Directions for this task → Search the data for the word "image" and copy each line that has it.
*** Data ***
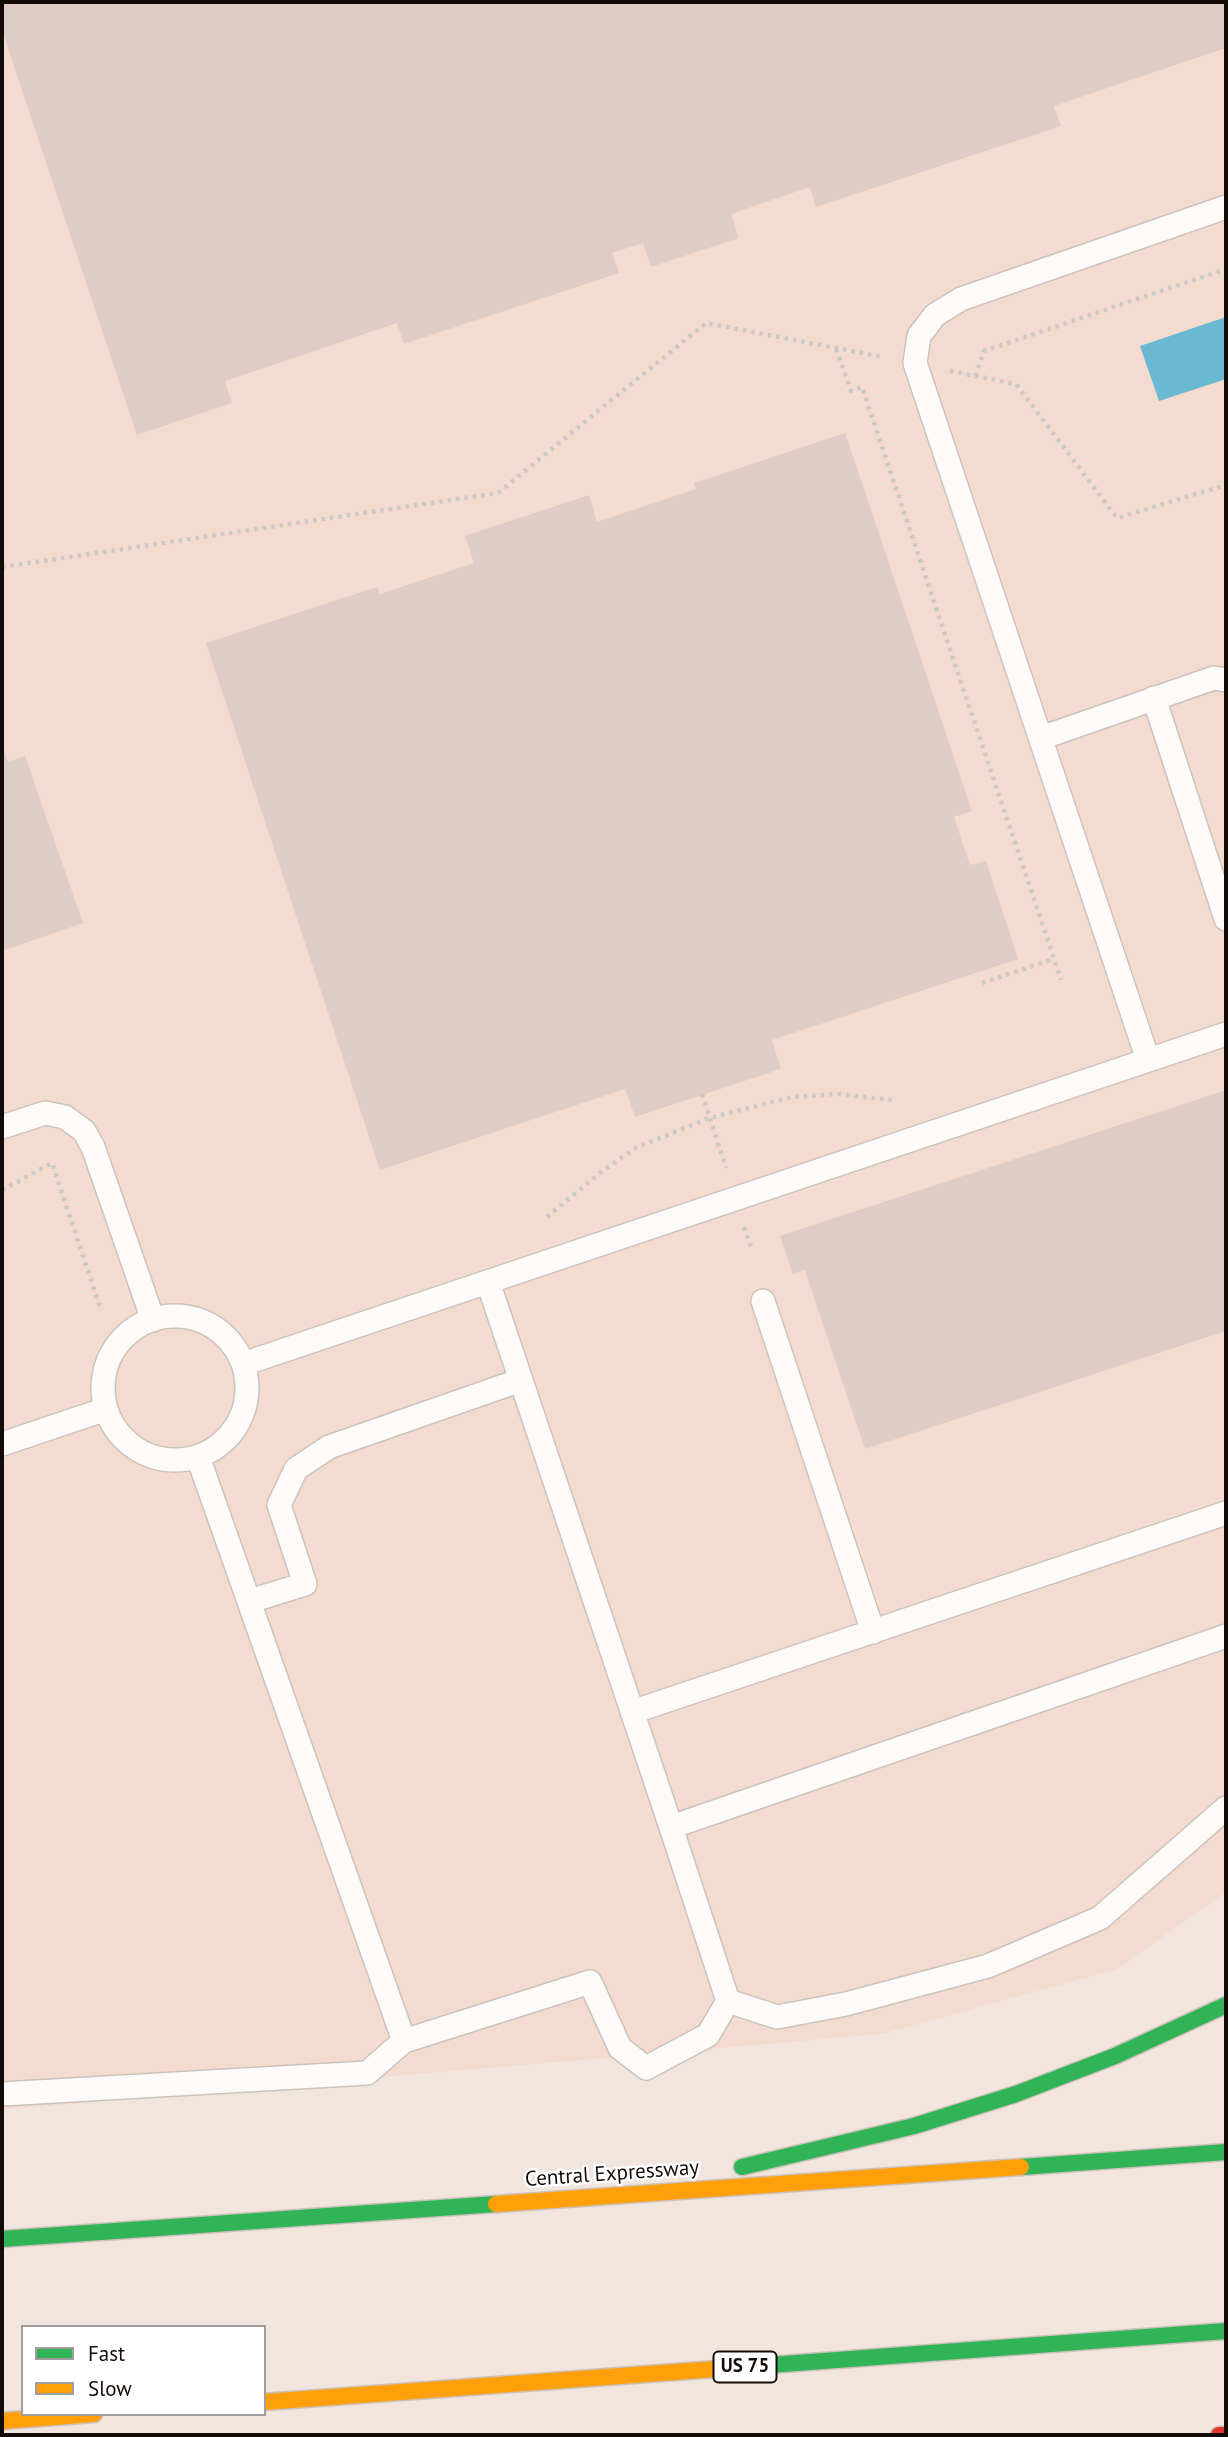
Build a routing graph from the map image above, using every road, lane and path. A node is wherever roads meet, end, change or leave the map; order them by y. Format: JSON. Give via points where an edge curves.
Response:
***
*** Data ***
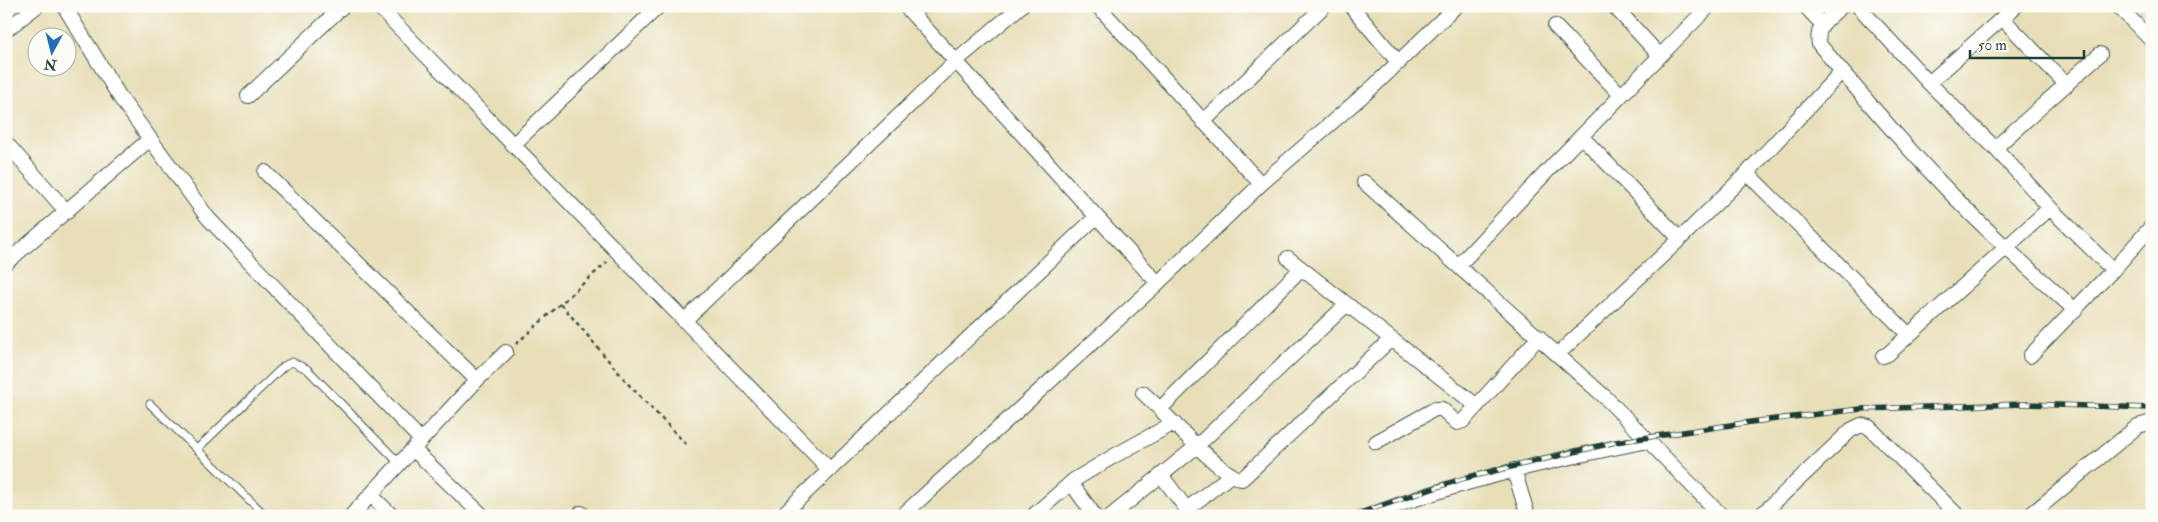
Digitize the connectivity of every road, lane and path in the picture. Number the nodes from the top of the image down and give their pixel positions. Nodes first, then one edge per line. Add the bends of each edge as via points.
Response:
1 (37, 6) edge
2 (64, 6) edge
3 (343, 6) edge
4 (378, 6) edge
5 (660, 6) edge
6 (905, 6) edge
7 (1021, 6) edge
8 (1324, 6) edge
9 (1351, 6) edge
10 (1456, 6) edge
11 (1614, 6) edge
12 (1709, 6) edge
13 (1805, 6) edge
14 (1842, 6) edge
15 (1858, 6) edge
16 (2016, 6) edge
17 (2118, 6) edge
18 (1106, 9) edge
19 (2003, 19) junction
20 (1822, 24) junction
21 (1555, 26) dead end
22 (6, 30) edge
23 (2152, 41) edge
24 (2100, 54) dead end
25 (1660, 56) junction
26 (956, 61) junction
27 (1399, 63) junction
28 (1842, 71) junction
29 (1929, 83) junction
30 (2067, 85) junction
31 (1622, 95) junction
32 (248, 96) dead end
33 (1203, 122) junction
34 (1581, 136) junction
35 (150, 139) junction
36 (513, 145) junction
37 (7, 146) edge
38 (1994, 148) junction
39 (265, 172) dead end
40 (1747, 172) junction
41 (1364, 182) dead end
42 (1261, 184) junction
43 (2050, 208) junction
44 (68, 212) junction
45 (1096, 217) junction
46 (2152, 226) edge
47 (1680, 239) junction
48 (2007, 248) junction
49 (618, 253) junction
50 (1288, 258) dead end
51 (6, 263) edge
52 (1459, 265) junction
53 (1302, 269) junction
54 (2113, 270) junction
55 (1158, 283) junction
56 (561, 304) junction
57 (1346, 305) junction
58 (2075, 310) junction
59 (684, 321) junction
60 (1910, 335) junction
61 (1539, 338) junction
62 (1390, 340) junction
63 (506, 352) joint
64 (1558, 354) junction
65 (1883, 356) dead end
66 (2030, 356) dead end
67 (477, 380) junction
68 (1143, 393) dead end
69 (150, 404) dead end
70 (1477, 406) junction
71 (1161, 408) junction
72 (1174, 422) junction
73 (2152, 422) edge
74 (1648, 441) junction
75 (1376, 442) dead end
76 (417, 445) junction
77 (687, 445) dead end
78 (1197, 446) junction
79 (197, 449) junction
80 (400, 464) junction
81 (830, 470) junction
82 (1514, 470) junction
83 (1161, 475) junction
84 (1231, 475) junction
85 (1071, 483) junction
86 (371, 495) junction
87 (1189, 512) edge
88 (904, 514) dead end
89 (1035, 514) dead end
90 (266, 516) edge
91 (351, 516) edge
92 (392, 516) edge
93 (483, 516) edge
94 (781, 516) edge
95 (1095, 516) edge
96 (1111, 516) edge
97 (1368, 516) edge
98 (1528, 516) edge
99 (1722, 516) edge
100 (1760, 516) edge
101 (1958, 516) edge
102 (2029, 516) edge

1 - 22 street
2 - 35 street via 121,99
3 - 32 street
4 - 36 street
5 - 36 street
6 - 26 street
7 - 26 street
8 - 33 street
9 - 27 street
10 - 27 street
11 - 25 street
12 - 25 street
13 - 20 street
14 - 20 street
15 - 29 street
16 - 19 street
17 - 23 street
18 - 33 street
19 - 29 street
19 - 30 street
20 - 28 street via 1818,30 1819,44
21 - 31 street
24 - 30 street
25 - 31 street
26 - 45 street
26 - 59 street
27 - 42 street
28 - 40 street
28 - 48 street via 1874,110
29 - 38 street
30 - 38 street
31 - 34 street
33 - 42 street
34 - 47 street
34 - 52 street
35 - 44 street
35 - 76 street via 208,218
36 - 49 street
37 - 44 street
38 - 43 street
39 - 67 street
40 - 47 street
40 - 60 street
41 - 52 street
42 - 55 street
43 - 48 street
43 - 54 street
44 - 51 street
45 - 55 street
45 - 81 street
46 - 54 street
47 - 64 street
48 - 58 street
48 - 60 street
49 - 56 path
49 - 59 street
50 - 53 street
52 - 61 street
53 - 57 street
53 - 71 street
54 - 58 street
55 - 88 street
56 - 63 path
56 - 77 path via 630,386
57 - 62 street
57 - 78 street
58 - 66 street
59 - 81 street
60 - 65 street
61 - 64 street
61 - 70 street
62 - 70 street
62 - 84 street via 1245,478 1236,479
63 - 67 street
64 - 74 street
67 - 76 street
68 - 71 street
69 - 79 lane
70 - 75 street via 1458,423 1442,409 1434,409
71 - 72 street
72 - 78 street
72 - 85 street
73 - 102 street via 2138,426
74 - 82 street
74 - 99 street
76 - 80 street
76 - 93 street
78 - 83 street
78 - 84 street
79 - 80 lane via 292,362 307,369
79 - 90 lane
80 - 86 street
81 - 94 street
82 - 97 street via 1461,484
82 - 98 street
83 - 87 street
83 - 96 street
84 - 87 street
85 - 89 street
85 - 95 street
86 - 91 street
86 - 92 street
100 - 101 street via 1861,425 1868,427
***
Output for this exercise →
Build a routing graph from the map image above, using every road, lane and path. A node is wherever roads meet, end, change or leave the map; order them by y. Format: JSON. Give via points where an edge curves.
Digitize the connectivity of every road, lane and path in the picture. Number the nodes from the top of the image down and give their pixel positions. Nodes first, then one edge per line. Add the bends of each edge as via points.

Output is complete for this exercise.